In 1938, he started a radio station “Radio Niepokalanów,”which held the call signSP3RN (SP is the prefix for Polish radio stations). Even before it was launched, the license was tricky to get due to restrictions and limitations on who could use the airwaves in Poland at the time. Once they got the license, the monks built the station on their own using anything they could get, including things like early vacuum tube condenser microphones, according to SaintMaxNet.org. They began delivering sermons over the radio shortly after.
When the war began, Kolbe and a few other monks continued operations at the monastery, leading to the formation of a temporary hospital. In 1939, he was arrested and released months later. During that time, he was given an opportunity to sign a document called the Deutsche Volksliste, which would have recognized his German roots and given him rights like other German citizens. He refused.
Kolbe continued to run the station and publishing house, where he produced religious works and other pieces that were widely considered anti-Nazi, according to multiple reports. More importantly, he gave refuge to those impacted by the war and the crimes against humanity that the Nazis committed. This included protecting around 2,000 Jewish people.
German officials later closed the monastery on February 17, 1941, and arrested Kolbe and four other men, eventually taking them to Auschwitz. There, Kolbe continued to act as a priest, giving sermons while enduring the horrors that happened at the camp.

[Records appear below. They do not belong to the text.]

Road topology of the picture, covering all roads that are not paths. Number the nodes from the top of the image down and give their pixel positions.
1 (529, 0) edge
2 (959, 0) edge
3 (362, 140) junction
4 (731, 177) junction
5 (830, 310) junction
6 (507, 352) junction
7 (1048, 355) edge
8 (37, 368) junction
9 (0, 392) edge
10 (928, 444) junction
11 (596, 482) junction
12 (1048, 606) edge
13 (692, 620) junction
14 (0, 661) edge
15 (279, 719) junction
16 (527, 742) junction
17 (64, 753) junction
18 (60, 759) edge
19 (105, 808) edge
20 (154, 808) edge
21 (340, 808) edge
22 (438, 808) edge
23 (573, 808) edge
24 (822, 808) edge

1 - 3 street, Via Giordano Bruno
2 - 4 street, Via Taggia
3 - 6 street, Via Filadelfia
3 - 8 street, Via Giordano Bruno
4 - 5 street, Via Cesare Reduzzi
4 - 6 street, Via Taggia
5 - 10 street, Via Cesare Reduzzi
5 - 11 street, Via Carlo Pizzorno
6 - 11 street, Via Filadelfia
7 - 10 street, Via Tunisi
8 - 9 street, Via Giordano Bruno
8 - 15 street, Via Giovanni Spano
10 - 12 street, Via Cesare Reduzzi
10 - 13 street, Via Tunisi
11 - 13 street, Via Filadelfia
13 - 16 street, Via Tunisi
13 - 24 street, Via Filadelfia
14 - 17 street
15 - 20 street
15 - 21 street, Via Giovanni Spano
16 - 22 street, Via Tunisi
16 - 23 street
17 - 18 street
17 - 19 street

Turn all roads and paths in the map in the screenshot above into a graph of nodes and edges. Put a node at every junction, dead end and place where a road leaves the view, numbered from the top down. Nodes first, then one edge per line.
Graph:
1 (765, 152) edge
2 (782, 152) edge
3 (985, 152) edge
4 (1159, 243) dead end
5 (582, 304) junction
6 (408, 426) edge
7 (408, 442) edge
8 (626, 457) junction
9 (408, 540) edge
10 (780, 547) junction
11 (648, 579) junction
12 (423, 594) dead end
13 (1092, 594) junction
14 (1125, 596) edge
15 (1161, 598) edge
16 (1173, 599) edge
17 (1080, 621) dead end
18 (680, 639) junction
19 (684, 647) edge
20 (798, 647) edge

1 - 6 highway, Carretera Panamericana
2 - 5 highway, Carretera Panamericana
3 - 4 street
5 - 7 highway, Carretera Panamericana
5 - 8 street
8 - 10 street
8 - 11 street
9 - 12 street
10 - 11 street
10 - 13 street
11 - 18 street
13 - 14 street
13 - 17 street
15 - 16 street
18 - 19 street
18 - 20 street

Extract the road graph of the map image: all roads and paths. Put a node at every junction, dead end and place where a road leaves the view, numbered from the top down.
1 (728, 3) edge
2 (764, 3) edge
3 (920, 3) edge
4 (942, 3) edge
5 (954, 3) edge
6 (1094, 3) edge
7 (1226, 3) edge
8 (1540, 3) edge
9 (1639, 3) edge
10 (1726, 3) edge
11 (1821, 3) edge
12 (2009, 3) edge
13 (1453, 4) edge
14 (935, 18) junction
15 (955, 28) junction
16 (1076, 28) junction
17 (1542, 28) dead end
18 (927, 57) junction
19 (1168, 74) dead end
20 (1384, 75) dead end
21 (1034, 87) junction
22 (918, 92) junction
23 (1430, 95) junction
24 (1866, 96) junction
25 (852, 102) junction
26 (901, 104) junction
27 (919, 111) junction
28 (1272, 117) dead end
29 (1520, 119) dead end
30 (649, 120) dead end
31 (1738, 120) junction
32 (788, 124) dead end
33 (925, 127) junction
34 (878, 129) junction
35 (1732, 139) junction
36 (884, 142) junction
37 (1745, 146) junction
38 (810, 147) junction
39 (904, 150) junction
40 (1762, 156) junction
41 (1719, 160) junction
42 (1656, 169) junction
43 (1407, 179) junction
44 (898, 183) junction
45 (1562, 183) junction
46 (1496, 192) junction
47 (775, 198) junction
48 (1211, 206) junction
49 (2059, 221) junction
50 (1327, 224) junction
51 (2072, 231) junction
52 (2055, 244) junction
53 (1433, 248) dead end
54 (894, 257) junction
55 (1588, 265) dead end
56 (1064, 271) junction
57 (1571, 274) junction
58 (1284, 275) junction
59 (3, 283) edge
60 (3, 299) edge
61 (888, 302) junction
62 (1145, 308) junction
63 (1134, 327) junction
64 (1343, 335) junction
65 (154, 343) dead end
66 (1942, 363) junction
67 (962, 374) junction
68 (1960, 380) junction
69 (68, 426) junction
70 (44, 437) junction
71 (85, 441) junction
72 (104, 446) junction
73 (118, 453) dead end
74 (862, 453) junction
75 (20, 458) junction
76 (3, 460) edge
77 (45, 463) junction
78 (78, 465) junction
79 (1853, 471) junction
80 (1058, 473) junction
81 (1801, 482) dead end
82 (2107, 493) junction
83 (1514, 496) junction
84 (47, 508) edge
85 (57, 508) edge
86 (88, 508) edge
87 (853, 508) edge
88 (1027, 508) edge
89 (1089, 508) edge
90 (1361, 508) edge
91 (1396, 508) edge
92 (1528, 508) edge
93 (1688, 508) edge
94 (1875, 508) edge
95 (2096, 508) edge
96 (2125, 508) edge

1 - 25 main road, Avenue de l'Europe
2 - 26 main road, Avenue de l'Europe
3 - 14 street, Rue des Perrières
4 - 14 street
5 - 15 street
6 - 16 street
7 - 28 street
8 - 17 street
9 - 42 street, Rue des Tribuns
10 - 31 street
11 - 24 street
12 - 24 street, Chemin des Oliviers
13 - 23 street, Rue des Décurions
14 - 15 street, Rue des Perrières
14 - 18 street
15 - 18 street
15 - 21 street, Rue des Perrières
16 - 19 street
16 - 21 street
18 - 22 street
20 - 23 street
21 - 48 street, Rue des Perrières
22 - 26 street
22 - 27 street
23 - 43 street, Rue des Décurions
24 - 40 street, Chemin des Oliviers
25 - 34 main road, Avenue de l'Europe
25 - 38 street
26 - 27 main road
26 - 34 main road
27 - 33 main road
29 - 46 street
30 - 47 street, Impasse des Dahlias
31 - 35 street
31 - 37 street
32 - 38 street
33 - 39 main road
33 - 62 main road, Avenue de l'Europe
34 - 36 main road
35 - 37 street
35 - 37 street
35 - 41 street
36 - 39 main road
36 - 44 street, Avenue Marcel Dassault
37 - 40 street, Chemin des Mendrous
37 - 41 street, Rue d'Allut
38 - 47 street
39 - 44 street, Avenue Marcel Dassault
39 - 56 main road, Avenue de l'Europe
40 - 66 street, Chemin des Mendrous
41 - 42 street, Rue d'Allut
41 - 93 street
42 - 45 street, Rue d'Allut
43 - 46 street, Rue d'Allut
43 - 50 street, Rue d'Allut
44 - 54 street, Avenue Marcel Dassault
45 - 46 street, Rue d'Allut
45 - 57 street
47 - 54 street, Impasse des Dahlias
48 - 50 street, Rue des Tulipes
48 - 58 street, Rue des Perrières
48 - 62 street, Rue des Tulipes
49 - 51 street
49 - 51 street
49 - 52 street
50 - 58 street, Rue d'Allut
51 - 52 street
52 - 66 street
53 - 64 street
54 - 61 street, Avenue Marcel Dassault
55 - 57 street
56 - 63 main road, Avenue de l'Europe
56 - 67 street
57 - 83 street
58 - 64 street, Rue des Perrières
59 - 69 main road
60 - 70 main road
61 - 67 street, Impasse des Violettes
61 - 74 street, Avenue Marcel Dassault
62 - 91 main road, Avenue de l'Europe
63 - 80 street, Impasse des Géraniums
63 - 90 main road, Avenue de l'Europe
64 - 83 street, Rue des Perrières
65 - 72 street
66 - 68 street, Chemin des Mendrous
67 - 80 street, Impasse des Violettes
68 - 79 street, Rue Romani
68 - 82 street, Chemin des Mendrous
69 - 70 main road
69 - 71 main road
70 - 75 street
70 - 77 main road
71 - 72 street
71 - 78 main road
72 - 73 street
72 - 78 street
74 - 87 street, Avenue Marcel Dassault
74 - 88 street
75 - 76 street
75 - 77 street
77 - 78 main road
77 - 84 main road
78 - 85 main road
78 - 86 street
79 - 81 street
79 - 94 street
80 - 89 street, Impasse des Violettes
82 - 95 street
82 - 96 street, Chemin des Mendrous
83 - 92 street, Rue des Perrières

On July 29, 1941, following a prisoner escape from the camp, Nazi officers chose ten men to serve as an example to prevent further attempts. They would die by starvation in an underground bunker. Kolbe volunteered to take the place of one of the men—a prisoner who would leave a family behind upon his death.
Records and eyewitness accounts say that Kolbe led the men in prayer and each time the guards checked on him, he was always standing or kneeling in the center of the room.
After three weeks, following intense starvation and dehydration, only three men and Kolbe were alive. Needing the bunker for space, the guards opted to give them lethal injections. When it was his turn, it’s believed that he raised his left arm and calmly waited for the injection. The next day, his body was cremated.
Following his death and the end of the war, Kolbe’s contribution to the Catholic faith was long debated on whether he should be canonized into sainthood or not. Originally, he was not considered because his death was not technically due to odium fidei, or hatred of the faith. So, at first, he was named a confessor and martyr of the religion.
However, on October 10, 1982, Pope John Paul II overruled this decision with the reasoning that what the Nazis did was a hatred to all humanity, including Christians. He was canonized as the patron saint of drug addicts, prisoners, families, and the pro-life movement, according to Catholic.org.
While the Catholic Church doesn’t officially recognize it, his efforts broadcasting his sermons to the masses using this method has cemented him as the “Patron Saint of Ham Radio.”

There are a lot of reasons to appreciate the life and struggles of Maximilian Kolbe. He is honored by many for his religious outreach and sacrifice during the war, protecting and healing those impacted, being a voice of dissent against war crimes, and for his eventual fate in Auschwitz while saving another man condemned to die by starvation.
Hams should honor him for his use of amateur radio to spread his messages of the Virgin Mary and his opposition to the Nazi war machine. His interest in finding new ways to spread his sermons led to one of the few radio licenses given to an entity at a time in Poland where strict guidelines made it near impossible to get them. He even helped build the radio station he used with the tools and equipment they had on hand.
He embodied that true ham spirit of “where there’s a will, there’s a way.”
By the way: the man he rescued from death by starvation? His name was Franciszek Gajowniczek. He passed away in 1995—at the age of 94.